Il épouse Marie-Augustine Seive le 27 novembre 1913. Il effectue son service militaire au Maro. À son retour il achète un atelier au Prématré à Annonay, peu avant d'être mobilisé pour la guerre de 1914.
Chassis Rolland Pilain carrossé par Besset en 1920 |
En mai 1920, il carrosse sa première voiture. Ses ateliers sont alors répartis en secteurs : forge, menuiserie, tôlerie, peinture, garnissage, sellerie. Cette voiture sera suivie de beaucoup d'autres, sur les châssis des plus prestigieux constructeurs : Rolland-Pilain, Talbot, Voisin, Delahaye, Delage, Berliet, Rochet-Schneider, Bugatti, De Dion Bouton, Voisin ... chacune sur un modèle unique.

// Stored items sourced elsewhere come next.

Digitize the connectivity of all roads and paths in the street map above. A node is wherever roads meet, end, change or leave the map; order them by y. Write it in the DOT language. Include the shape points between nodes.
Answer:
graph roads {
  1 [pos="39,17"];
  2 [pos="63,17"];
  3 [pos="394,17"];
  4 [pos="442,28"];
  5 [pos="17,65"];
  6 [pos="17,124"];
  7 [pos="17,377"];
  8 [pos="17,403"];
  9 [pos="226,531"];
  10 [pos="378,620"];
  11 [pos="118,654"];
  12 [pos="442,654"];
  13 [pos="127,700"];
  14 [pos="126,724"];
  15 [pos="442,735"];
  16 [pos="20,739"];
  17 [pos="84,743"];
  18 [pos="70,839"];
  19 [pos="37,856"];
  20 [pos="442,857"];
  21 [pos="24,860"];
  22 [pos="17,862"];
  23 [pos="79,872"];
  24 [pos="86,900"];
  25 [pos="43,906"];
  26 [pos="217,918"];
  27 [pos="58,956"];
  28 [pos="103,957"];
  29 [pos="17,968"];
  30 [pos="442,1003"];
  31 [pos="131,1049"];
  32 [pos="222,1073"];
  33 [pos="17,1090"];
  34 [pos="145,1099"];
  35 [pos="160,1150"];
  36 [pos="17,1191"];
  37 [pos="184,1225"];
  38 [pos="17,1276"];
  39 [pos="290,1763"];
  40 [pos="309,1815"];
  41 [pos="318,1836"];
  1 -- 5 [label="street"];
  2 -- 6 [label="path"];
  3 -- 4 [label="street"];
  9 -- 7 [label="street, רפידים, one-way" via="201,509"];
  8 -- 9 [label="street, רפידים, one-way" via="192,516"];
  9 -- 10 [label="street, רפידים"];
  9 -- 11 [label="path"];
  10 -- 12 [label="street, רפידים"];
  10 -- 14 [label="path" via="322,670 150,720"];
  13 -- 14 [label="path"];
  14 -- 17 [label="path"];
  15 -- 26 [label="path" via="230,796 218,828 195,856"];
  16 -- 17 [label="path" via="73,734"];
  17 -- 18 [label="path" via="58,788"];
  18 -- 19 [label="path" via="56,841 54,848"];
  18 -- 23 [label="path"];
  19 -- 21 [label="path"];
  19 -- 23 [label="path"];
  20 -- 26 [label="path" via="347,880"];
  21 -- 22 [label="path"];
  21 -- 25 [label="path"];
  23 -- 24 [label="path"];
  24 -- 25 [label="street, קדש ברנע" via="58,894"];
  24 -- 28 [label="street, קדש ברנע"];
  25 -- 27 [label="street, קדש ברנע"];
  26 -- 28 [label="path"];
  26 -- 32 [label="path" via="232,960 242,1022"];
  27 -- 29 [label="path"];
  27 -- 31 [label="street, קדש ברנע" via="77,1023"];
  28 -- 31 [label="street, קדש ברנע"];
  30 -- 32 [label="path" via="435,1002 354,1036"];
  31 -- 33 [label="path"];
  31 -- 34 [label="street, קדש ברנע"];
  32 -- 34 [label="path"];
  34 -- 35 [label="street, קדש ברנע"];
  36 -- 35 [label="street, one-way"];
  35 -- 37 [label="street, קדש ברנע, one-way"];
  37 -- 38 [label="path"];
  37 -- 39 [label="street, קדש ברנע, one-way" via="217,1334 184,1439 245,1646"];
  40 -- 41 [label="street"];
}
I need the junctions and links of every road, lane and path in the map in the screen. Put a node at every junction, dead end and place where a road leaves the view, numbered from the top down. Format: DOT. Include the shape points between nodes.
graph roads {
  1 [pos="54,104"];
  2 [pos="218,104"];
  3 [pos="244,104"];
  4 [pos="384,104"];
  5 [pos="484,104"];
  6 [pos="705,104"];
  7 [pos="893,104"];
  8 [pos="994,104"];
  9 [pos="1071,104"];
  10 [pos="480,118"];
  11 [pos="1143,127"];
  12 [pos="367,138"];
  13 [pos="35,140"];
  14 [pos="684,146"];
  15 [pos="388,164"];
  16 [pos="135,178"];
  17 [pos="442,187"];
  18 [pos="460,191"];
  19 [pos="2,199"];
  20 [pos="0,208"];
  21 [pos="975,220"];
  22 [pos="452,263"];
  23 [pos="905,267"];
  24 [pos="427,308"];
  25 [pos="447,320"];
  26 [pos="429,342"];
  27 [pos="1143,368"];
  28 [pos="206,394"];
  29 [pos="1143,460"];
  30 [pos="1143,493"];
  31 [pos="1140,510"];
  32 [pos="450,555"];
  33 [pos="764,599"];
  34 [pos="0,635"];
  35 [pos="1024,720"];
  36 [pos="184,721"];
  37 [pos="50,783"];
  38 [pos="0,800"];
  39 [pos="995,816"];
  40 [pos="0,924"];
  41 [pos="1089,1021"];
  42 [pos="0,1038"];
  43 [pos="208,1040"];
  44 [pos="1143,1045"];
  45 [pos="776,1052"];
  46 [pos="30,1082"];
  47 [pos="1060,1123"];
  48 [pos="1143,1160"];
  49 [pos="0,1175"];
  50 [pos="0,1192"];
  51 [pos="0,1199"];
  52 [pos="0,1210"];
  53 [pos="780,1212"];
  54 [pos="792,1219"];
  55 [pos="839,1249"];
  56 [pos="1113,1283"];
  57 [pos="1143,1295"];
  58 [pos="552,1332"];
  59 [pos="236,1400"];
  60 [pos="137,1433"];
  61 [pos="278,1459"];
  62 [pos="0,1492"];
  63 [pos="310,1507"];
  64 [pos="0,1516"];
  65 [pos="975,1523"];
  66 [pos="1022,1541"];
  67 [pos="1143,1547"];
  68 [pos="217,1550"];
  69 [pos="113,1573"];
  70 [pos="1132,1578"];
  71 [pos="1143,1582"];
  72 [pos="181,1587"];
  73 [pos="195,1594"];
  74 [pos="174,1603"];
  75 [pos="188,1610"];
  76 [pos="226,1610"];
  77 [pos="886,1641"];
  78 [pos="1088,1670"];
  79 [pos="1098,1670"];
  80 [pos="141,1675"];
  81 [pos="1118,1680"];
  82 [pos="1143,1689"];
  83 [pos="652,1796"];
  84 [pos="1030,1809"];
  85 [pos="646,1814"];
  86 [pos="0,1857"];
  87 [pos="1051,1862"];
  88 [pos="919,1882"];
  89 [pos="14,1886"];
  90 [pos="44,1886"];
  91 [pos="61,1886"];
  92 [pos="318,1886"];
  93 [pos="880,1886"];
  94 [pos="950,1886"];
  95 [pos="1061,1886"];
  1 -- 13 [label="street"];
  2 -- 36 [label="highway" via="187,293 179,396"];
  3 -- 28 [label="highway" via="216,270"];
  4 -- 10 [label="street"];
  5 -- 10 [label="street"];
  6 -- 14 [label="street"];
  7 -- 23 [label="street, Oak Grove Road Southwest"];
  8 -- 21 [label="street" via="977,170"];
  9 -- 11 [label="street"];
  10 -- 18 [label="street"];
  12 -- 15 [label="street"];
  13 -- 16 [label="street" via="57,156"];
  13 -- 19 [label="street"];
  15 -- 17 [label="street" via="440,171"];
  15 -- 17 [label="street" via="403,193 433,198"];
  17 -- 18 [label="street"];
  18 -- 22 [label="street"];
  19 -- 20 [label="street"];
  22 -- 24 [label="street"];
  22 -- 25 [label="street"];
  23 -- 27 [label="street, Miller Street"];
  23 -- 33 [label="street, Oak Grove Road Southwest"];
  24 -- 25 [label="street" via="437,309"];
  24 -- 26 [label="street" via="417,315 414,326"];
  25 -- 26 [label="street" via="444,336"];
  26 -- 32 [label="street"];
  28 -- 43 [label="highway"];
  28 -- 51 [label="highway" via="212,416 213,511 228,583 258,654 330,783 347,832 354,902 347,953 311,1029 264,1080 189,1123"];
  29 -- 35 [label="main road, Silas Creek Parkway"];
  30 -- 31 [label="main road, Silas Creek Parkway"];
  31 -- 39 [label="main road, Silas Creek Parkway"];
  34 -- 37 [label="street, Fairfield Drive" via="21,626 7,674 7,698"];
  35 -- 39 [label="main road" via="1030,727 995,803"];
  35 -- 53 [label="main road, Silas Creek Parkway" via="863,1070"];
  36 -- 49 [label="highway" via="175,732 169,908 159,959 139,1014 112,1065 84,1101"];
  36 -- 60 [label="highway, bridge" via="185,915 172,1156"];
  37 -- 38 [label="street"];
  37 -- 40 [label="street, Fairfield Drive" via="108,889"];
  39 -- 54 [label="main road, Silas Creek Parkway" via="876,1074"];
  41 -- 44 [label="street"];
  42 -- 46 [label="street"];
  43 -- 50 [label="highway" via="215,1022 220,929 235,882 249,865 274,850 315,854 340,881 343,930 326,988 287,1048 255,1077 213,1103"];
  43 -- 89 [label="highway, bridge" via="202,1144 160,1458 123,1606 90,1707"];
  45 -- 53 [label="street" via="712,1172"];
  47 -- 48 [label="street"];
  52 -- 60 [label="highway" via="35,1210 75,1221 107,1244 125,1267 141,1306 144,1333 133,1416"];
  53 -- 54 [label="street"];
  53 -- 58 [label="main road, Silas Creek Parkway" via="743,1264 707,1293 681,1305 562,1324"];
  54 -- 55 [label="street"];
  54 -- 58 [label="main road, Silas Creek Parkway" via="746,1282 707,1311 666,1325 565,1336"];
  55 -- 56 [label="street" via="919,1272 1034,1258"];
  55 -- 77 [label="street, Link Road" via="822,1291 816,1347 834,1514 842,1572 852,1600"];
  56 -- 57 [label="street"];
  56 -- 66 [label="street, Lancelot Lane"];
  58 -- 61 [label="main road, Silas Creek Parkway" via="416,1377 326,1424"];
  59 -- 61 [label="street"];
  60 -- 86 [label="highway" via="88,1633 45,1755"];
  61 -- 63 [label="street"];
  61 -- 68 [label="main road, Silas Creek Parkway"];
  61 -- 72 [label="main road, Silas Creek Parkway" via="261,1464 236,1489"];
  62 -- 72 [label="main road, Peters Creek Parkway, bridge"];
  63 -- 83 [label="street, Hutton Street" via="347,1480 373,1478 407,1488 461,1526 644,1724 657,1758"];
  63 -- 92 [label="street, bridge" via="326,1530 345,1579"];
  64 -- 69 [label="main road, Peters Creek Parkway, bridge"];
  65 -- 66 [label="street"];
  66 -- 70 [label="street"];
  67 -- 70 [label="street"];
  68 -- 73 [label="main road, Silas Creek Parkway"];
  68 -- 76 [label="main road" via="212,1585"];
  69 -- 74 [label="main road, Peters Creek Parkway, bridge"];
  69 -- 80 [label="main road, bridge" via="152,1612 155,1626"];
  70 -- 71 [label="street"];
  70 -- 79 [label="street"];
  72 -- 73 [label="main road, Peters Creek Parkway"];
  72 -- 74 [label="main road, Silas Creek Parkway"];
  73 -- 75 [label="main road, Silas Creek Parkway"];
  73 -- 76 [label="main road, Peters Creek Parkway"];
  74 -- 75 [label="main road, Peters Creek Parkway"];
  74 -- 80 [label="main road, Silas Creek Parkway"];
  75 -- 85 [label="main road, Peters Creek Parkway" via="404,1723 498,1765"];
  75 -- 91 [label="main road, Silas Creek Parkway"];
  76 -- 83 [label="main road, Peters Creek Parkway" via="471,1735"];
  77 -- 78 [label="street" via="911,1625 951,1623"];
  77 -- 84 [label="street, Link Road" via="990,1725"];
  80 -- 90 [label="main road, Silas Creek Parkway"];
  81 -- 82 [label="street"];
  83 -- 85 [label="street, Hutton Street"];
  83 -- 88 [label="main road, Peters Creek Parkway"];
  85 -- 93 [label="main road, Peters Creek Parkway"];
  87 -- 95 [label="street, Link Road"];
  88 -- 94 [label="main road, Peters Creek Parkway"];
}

Avec ses douze ouvriers et ses trois apprentis, il réalise une ossature en bois, fixée sur les longerons du châssis, puis l'habillage et la garniture, sur mesure, selon les choix du client.
Sa production variée connaît un tel succès qu'en 1925 il achète un terrain à la sortie de la ville, près de Ripaille. Il finance sa nouvelle usine en créant la Société Anonyme des Etablissements Besset, en lançant une souscription de 3 000 actions de 500 francs.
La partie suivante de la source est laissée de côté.